Lui rise, e la guardò per un po’. Si sedette vicino a lui, e gli chiese cosa stesse leggendo.
Era una biografia di Roman Polanski. Lei iniziò a parlare di quanto avesse adorato i suoi film. Parlò così tanto, ma non solo di quello. Di così tante cose che sembrava stesse vaneggiando.
Ad un certo punto si fermò, e lo guardò. Lui aveva tenuto gli occhi fissi su di lei per tutto il tempo, sembrava quasi ne fosse affascinato. Rise. Si vedeva che non era timido ma che aveva solamente voglia di scoprire fino a che punto lei avesse intenzione di parlare.
La fissava e se ne stava zitto. Sembrava quasi imbarazzante.
Così lei decise di parlare di nuovo, ‘’Non so davvero da dove mi siano uscite tutte queste parole, di solito sono timida, lo sono, ma forse sono stata zitta per troppo tempo.’’
Abbassò lo sguardo, aspettando di sentire la sua voce, aveva una voglia matta di scoprire che voce avesse. ‘’Di certo non sembri timida - rise - anch’io adoro Polanski.’’.
Parlarono per molto tempo di cinema, di musica, di loro. Sentiva di aver conosciuto qualcuno di speciale, e non riuscì a trattenere il suo solito sorriso ebete di quando è felice per tutto il corso della conversazione.

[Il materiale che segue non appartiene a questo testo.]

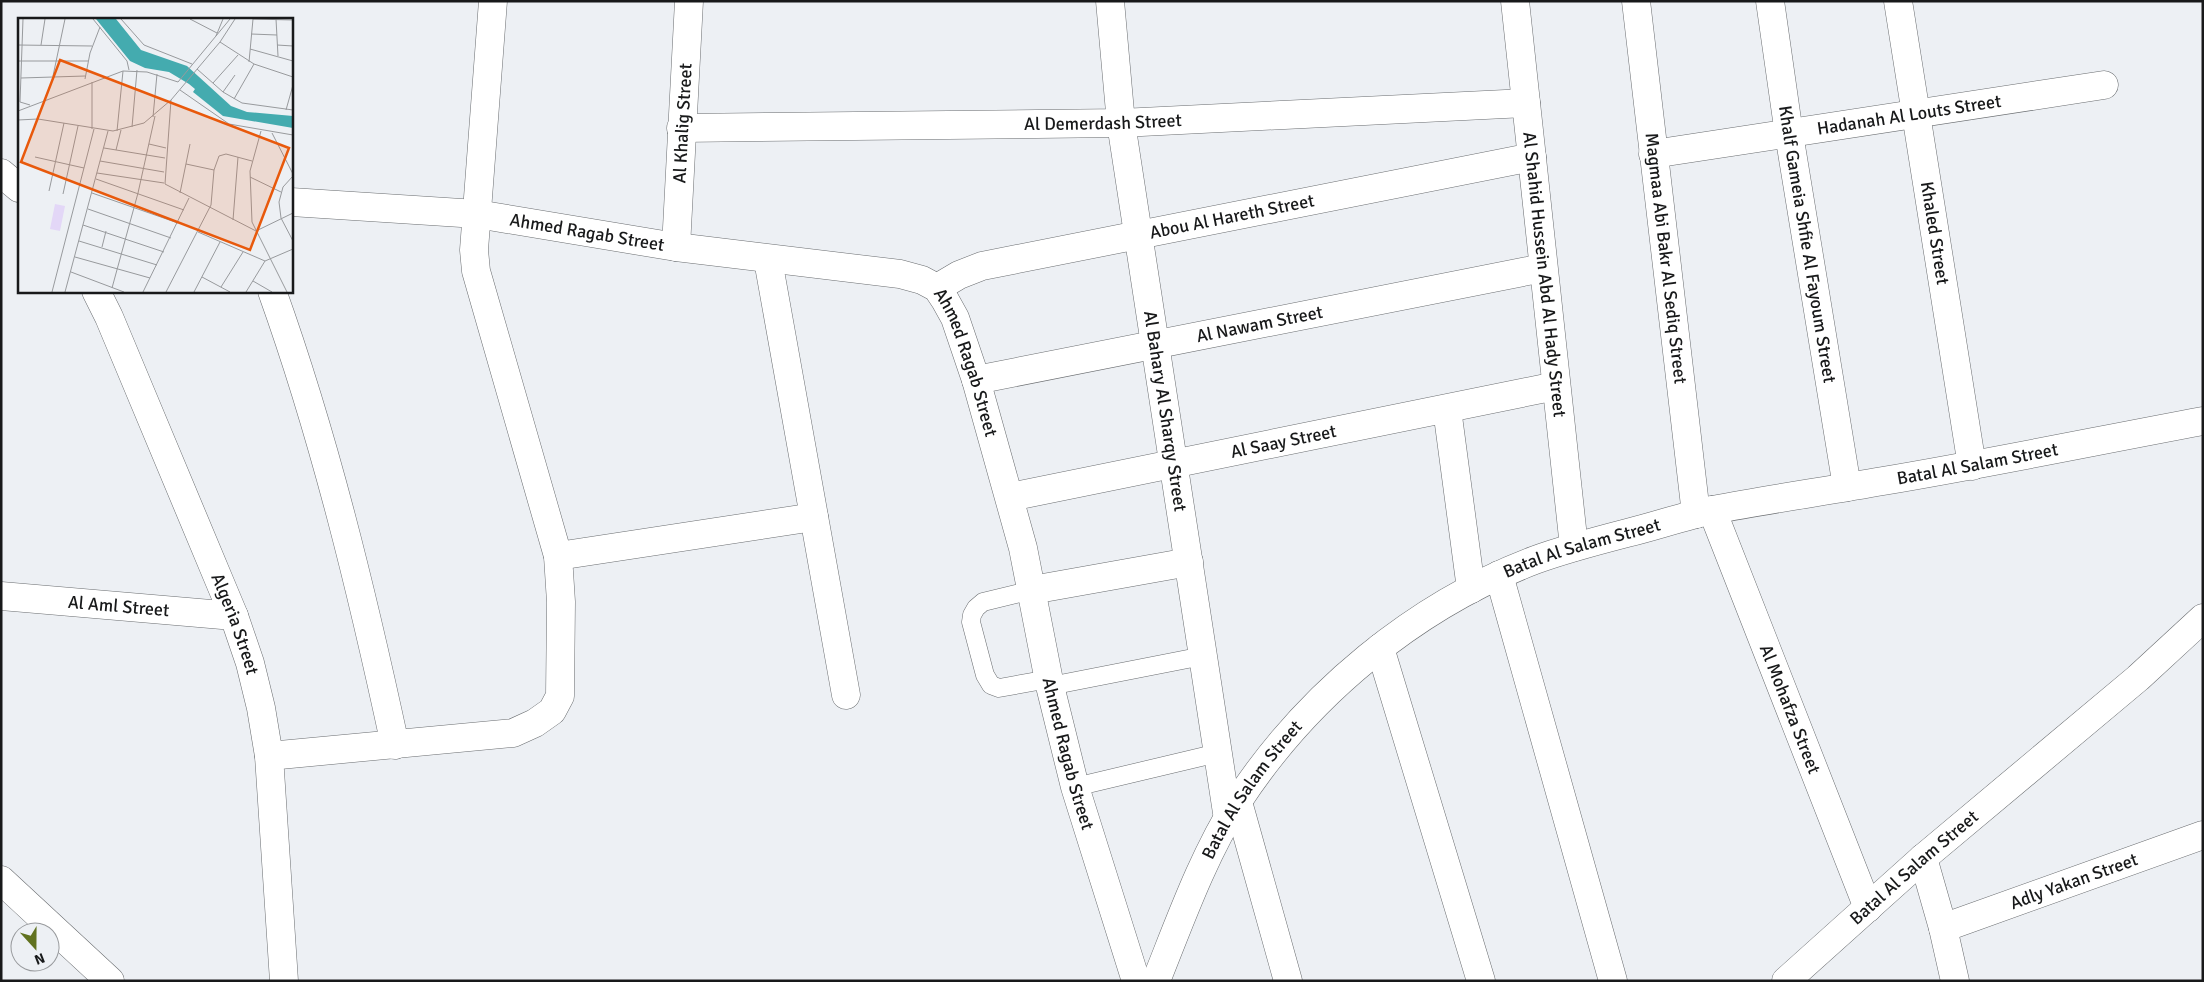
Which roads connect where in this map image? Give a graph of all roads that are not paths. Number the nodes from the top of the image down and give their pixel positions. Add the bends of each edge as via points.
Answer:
1 (493, 1) edge
2 (690, 1) edge
3 (1110, 1) edge
4 (1515, 1) edge
5 (1636, 1) edge
6 (1770, 1) edge
7 (1898, 1) edge
8 (2104, 85) dead end
9 (1526, 103) junction
10 (1915, 114) junction
11 (1121, 123) junction
12 (682, 128) junction
13 (1789, 134) junction
14 (1653, 154) junction
15 (1532, 157) junction
16 (292, 202) edge
17 (477, 214) junction
18 (1138, 234) junction
19 (676, 247) junction
20 (768, 260) junction
21 (1543, 268) junction
22 (937, 288) junction
23 (97, 292) edge
24 (272, 292) edge
25 (1156, 345) junction
26 (976, 380) junction
27 (1556, 386) junction
28 (1447, 409) junction
29 (2203, 421) edge
30 (1174, 464) junction
31 (1972, 466) junction
32 (1847, 487) junction
33 (1010, 497) junction
34 (1704, 512) junction
35 (814, 517) junction
36 (1574, 547) junction
37 (558, 556) junction
38 (1189, 562) junction
39 (1499, 575) junction
40 (1471, 589) junction
41 (1032, 590) junction
42 (1, 596) edge
43 (234, 616) junction
44 (2203, 618) edge
45 (1380, 648) junction
46 (1203, 656) junction
47 (1050, 682) junction
48 (846, 695) dead end
49 (395, 745) junction
50 (1218, 753) junction
51 (269, 756) junction
52 (1074, 787) junction
53 (1233, 810) junction
54 (2203, 835) edge
55 (1923, 858) junction
56 (1, 880) edge
57 (1868, 908) junction
58 (1944, 928) junction
59 (110, 981) edge
60 (284, 981) edge
61 (1136, 981) edge
62 (1156, 981) edge
63 (1288, 981) edge
64 (1481, 981) edge
65 (1613, 981) edge
66 (1786, 981) edge
67 (1955, 981) edge

1 - 17 street
2 - 12 street, Al Khalig Street
3 - 11 street, Al Bahary Al Sharqy Street
4 - 9 street, Al Shahid Hussein Abd Al Hady Street
5 - 14 street, Magmaa Abi Bakr Al Sediq Street
6 - 13 street, Khalf Gameia Shfie Al Fayoum Street
7 - 10 street, Khaled Street
8 - 10 street, Hadanah Al Louts Street
9 - 11 street, Al Demerdash Street
9 - 15 street, Al Shahid Hussein Abd Al Hady Street
10 - 13 street, Hadanah Al Louts Street
10 - 31 street, Khaled Street
11 - 12 street, Al Demerdash Street
11 - 18 street, Al Bahary Al Sharqy Street
12 - 19 street, Al Khalig Street
13 - 14 street, Hadanah Al Louts Street
13 - 32 street, Khalf Gameia Shfie Al Fayoum Street
14 - 34 street, Magmaa Abi Bakr Al Sediq Street
15 - 18 street, Abou Al Hareth Street
15 - 21 street, Al Shahid Hussein Abd Al Hady Street
16 - 17 street, Ahmed Ragab Street
17 - 19 street, Ahmed Ragab Street
17 - 37 street via 476,271
18 - 22 street, Abou Al Hareth Street via 982,266
18 - 25 street, Al Bahary Al Sharqy Street
19 - 20 street, Ahmed Ragab Street
20 - 22 street, Ahmed Ragab Street via 900,274
20 - 35 street
21 - 25 street, Al Nawam Street
21 - 27 street, Al Shahid Hussein Abd Al Hady Street
22 - 26 street, Ahmed Ragab Street via 955,318
23 - 43 street, Algeria Street via 110,317
24 - 49 street via 296,360 332,485 369,622
25 - 26 street, Al Nawam Street
25 - 30 street, Al Bahary Al Sharqy Street
26 - 33 street, Ahmed Ragab Street
27 - 28 street, Al Saay Street
27 - 36 street, Al Shahid Hussein Abd Al Hady Street
28 - 30 street, Al Saay Street
28 - 40 street
29 - 31 street, Batal Al Salam Street
30 - 33 street, Al Saay Street
30 - 38 street, Al Bahary Al Sharqy Street
31 - 32 street, Batal Al Salam Street
32 - 34 street, Batal Al Salam Street
33 - 41 street, Ahmed Ragab Street
34 - 36 street, Batal Al Salam Street
34 - 57 street, Al Mohafza Street
35 - 37 street
35 - 48 street
36 - 39 street, Batal Al Salam Street
37 - 49 street via 560,696 552,711 513,733
38 - 41 street
38 - 46 street, Al Bahary Al Sharqy Street
39 - 40 street, Batal Al Salam Street
39 - 65 street
40 - 45 street, Batal Al Salam Street via 1424,616
41 - 47 street, Ahmed Ragab Street
41 - 47 lane via 983,602 976,608 971,622 984,675 991,685 999,688
42 - 43 street, Al Aml Street
43 - 51 street, Algeria Street via 254,681
44 - 55 street, Batal Al Salam Street via 2138,678
45 - 53 street, Batal Al Salam Street via 1300,723
45 - 64 street
46 - 47 lane
46 - 50 street, Al Bahary Al Sharqy Street
47 - 52 street, Ahmed Ragab Street
49 - 51 street
50 - 52 lane
50 - 53 street, Al Bahary Al Sharqy Street
51 - 60 street, Algeria Street
52 - 61 street, Ahmed Ragab Street
53 - 62 street, Batal Al Salam Street via 1196,882
53 - 63 street, Al Bahary Al Sharqy Street
54 - 58 street, Adly Yakan Street
55 - 57 street, Batal Al Salam Street
55 - 58 street
56 - 59 street
57 - 66 street, Batal Al Salam Street
58 - 67 street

Anche lui sembrava essere sereno. Forse anche divertito. Non conosceva la sua storia, ma era sicura che presto ne avrebbe fatto parte anche lei. Era sicura che quella conversazione non sarebbe finita lì.
Dopo un po’ di tempo, rimasero in silenzio, e lui sorrise. Aveva un sorriso bellissimo.

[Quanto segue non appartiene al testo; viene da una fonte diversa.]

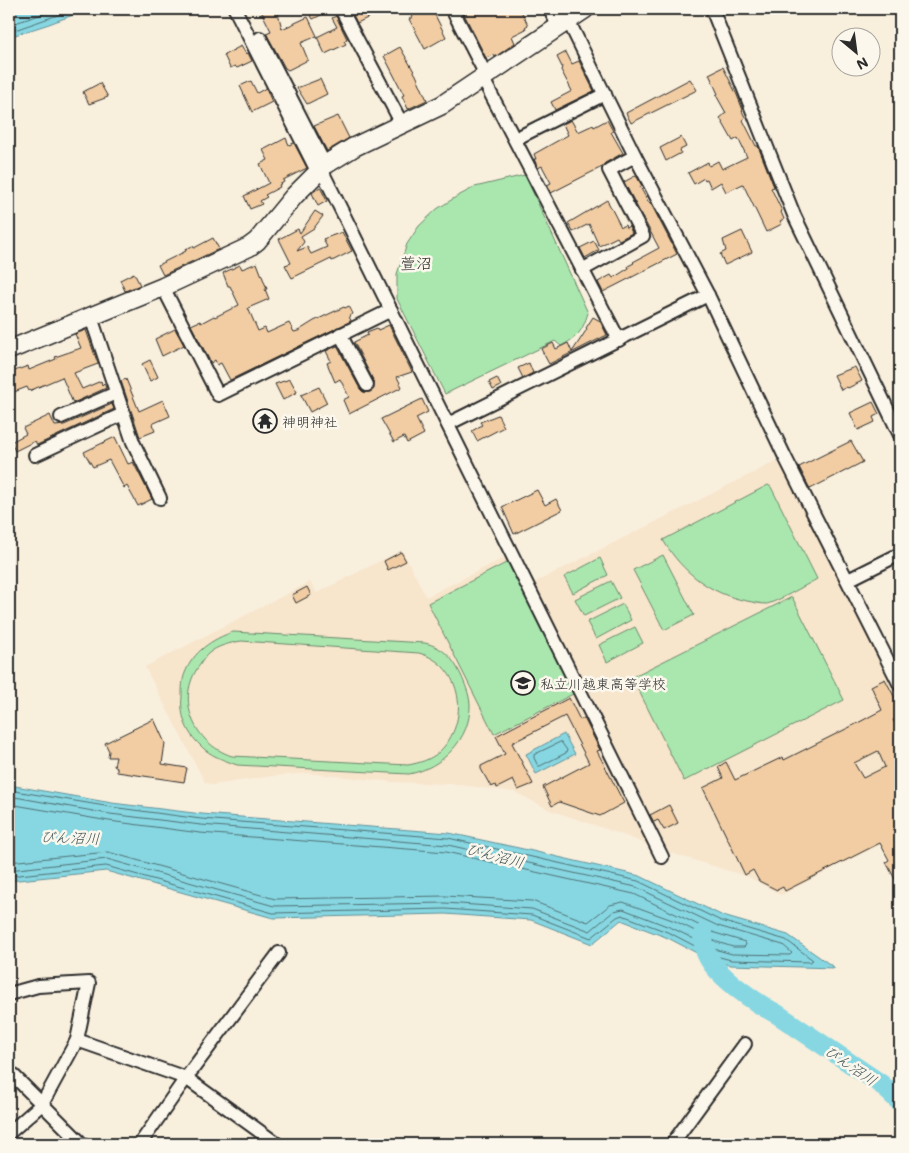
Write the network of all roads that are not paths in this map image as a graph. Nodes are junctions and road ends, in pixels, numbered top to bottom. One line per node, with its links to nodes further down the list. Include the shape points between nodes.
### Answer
1 (235, 9): 8 (street)
2 (245, 9): 8 (street)
3 (341, 9): 11 (street)
4 (452, 9): 9 (street)
5 (550, 9): 7 (street)
6 (712, 9): 28 (street, via 794,215)
7 (575, 15): 9 (street); 10 (street)
8 (262, 52): 14 (street)
9 (484, 76): 11 (street, via 442,105); 12 (street)
10 (605, 94): 12 (street); 13 (street)
11 (402, 124): 14 (street, via 354,147)
12 (514, 140): 15 (street)
13 (635, 156): 15 (street, via 609,170 643,236); 17 (street)
14 (321, 169): 16 (street, via 249,247); 18 (street)
15 (582, 270): 21 (street)
16 (163, 287): 19 (street); 20 (street, via 218,395)
17 (708, 296): 21 (street); 32 (street)
18 (391, 310): 20 (street); 27 (street)
19 (91, 316): 22 (street); 24 (street)
20 (340, 334): 23 (street)
21 (619, 340): 27 (street)
22 (9, 350)
23 (366, 385)
24 (116, 393): 25 (street); 26 (street)
25 (123, 414): 29 (street); 30 (street)
26 (60, 417)
27 (448, 424): 34 (street)
28 (900, 435)
29 (35, 455)
30 (160, 498)
31 (900, 554): 32 (street)
32 (848, 580): 33 (street)
33 (900, 684)
34 (662, 858)
35 (279, 953): 40 (street)
36 (9, 994): 37 (street, via 38,986 88,983)
37 (77, 1040): 40 (street); 41 (street)
38 (745, 1044): 46 (street)
39 (9, 1071): 41 (street)
40 (186, 1078): 44 (street); 45 (street)
41 (42, 1104): 42 (street); 43 (street)
42 (9, 1133)
43 (82, 1144)
44 (140, 1144)
45 (277, 1144)
46 (672, 1144)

Le disse che doveva andare. Si alzò, ripose la biografia di Polanski e la guardò. Sembrava che avesse migliaia di pensieri nella testa, ma che non riusciva a verbalizzare. Mosse le sue sottili labbra tentando invano di formulare una frase. Così, spostandosi i capelli, la guardò dritto nei suoi grandi occhi a mandorla e le disse ‘’Ci vediamo domani, qui fra questi stessi scaffali, con gli stessi libri in mano. Ci conto.’’
Lei sorrise, e lo salutò.
Alzò lo sguardo ripensando a tutto quello che era successo, era felice.
Il giorno dopo si fece trovare di nuovo lì, alla stessa ora, fra gli stessi scaffali. Ma lui non c’era.
Aspettò così tanto che decise di andarsene. E proprio mentre si stava alzando, lo vide. Era carino come il giorno prima, carino come piace a lei.
Sorrisero entrambi.
Da quel giorno si incontrano sempre lì, sempre fra gli stessi scaffali.
Nessuno l’aveva mai fatta sentire così bene.
Divennero amici, e lei fu finalmente felice. Lui era ciò che aveva sempre desiderato. 
Aveva capito che l'unico modo per colmare quel vuoto che portava sempre dentro di sé, era vivere, intensamente. 
Da quel momento iniziò a farlo.
Perché vivere davvero è tutto ciò che rimane quando ogni altra cosa cade a pezzi.